RECORDS TO PROCESS >>
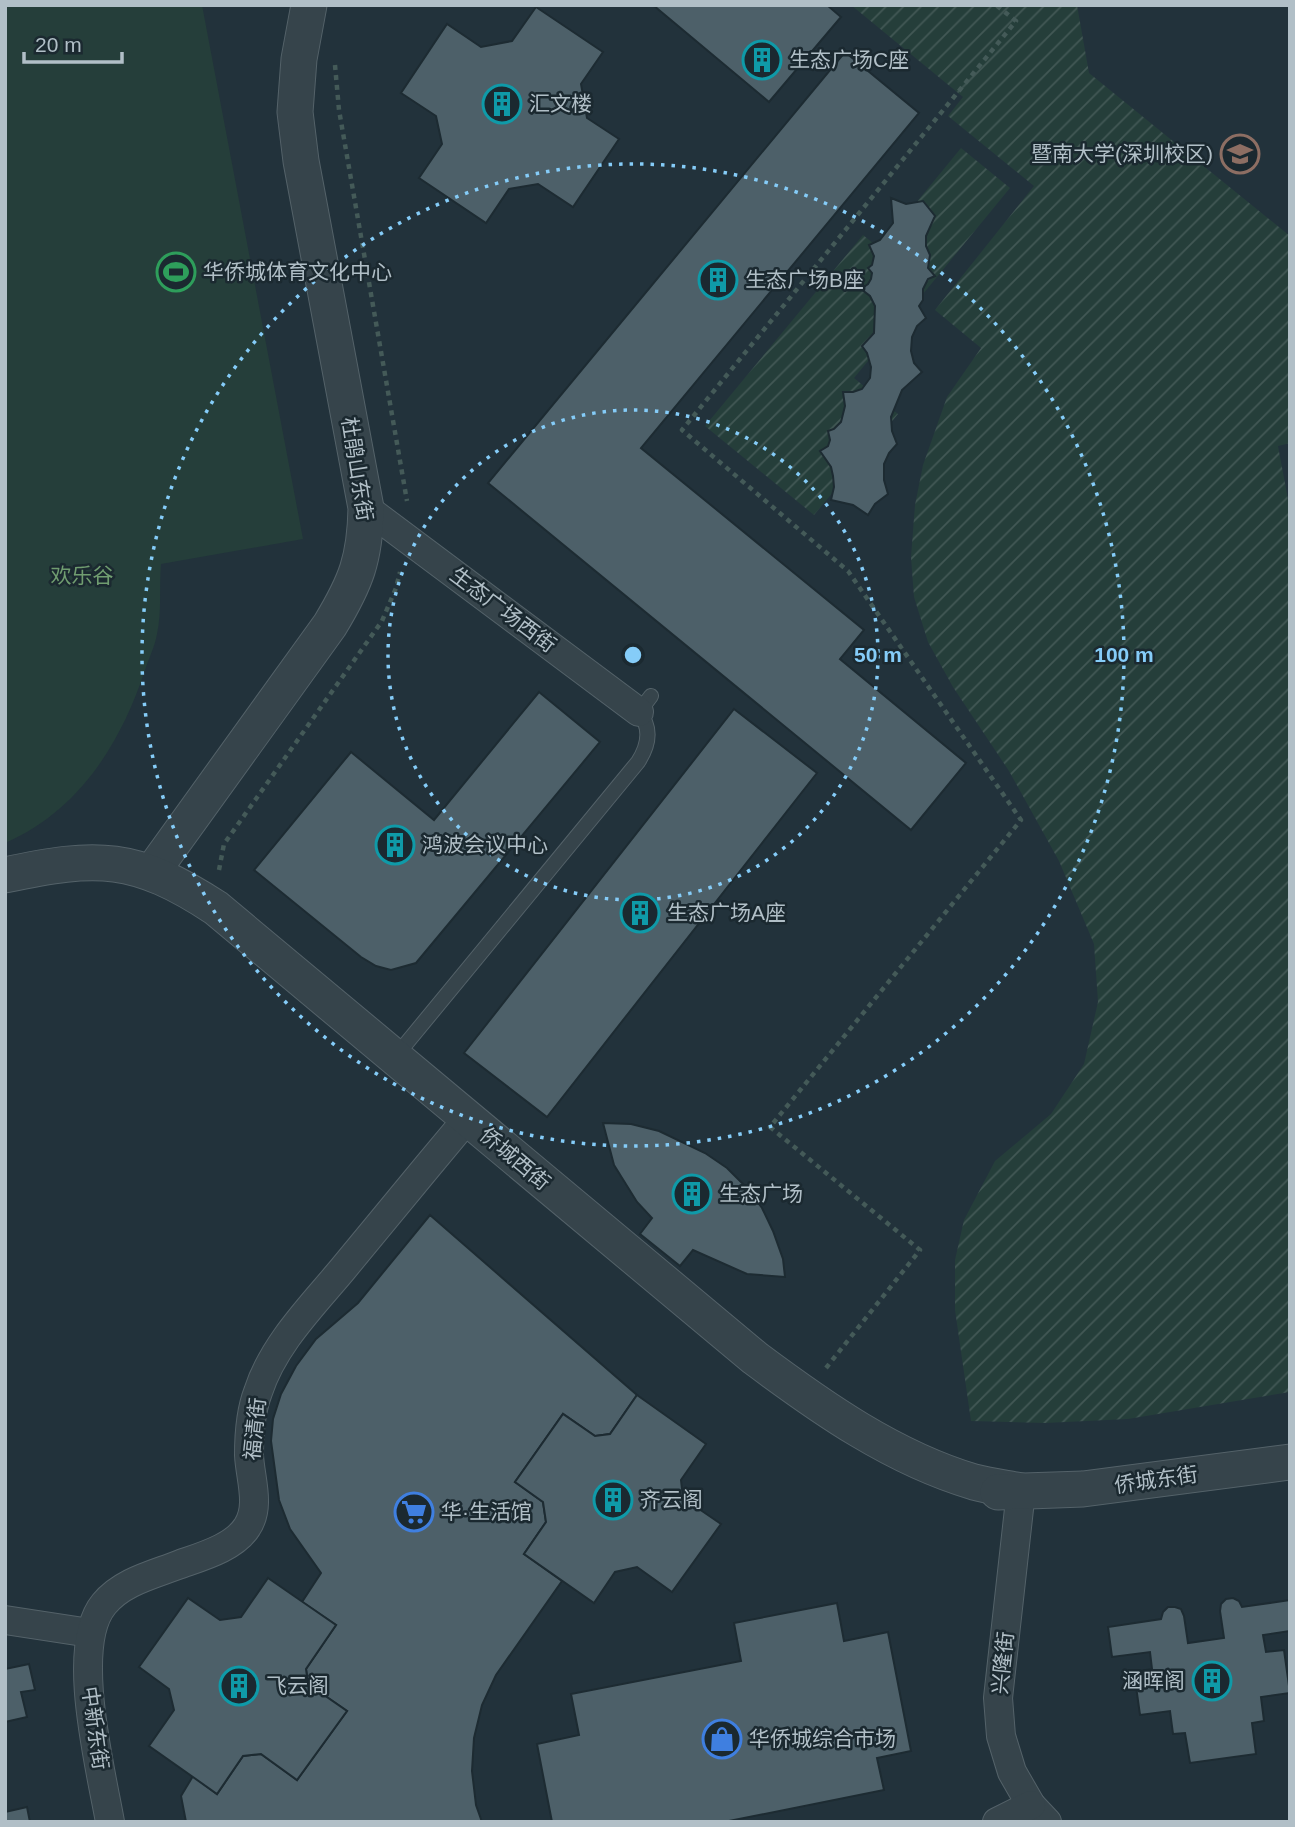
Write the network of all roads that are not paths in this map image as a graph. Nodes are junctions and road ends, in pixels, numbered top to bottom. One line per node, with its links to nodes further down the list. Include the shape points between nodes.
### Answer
1 (309, 5): 2 (street, 杜鹃山东街, via 295,112)
2 (366, 508): 3 (street, 生态广场西街); 4 (street, 杜鹃山东街, via 366,534 352,588)
3 (645, 704): 6 (lane, via 649,736 638,762)
4 (152, 872): 5 (street, 侨城西街, via 88,861); 7 (street, 侨城西街, via 216,908)
5 (5, 875)
6 (405, 1045)
7 (467, 1119): 9 (street, 侨城西街, via 755,1358 850,1425 951,1474); 11 (street, 福清街, via 274,1358 257,1392 252,1423 249,1453 254,1506 247,1527 233,1542 125,1585 103,1605)
8 (1290, 1462): 9 (street, 侨城东街, via 1083,1489)
9 (1021, 1491): 12 (street, 兴隆街, via 998,1698 1001,1736 1012,1772)
10 (5, 1620): 11 (street)
11 (90, 1633): 13 (street, 中新东街, via 91,1717)
12 (1039, 1813): 14 (street)
13 (110, 1822)
14 (996, 1822)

DIRECTIONS FOR THIS TASK >> Quote the listing above in full, except for the pictures.

REPLY >>
Write the network of all roads that are not paths in this map image as a graph. Nodes are junctions and road ends, in pixels, numbered top to bottom. One line per node, with its links to nodes further down the list. Include the shape points between nodes.
### Answer
1 (309, 5): 2 (street, 杜鹃山东街, via 295,112)
2 (366, 508): 3 (street, 生态广场西街); 4 (street, 杜鹃山东街, via 366,534 352,588)
3 (645, 704): 6 (lane, via 649,736 638,762)
4 (152, 872): 5 (street, 侨城西街, via 88,861); 7 (street, 侨城西街, via 216,908)
5 (5, 875)
6 (405, 1045)
7 (467, 1119): 9 (street, 侨城西街, via 755,1358 850,1425 951,1474); 11 (street, 福清街, via 274,1358 257,1392 252,1423 249,1453 254,1506 247,1527 233,1542 125,1585 103,1605)
8 (1290, 1462): 9 (street, 侨城东街, via 1083,1489)
9 (1021, 1491): 12 (street, 兴隆街, via 998,1698 1001,1736 1012,1772)
10 (5, 1620): 11 (street)
11 (90, 1633): 13 (street, 中新东街, via 91,1717)
12 (1039, 1813): 14 (street)
13 (110, 1822)
14 (996, 1822)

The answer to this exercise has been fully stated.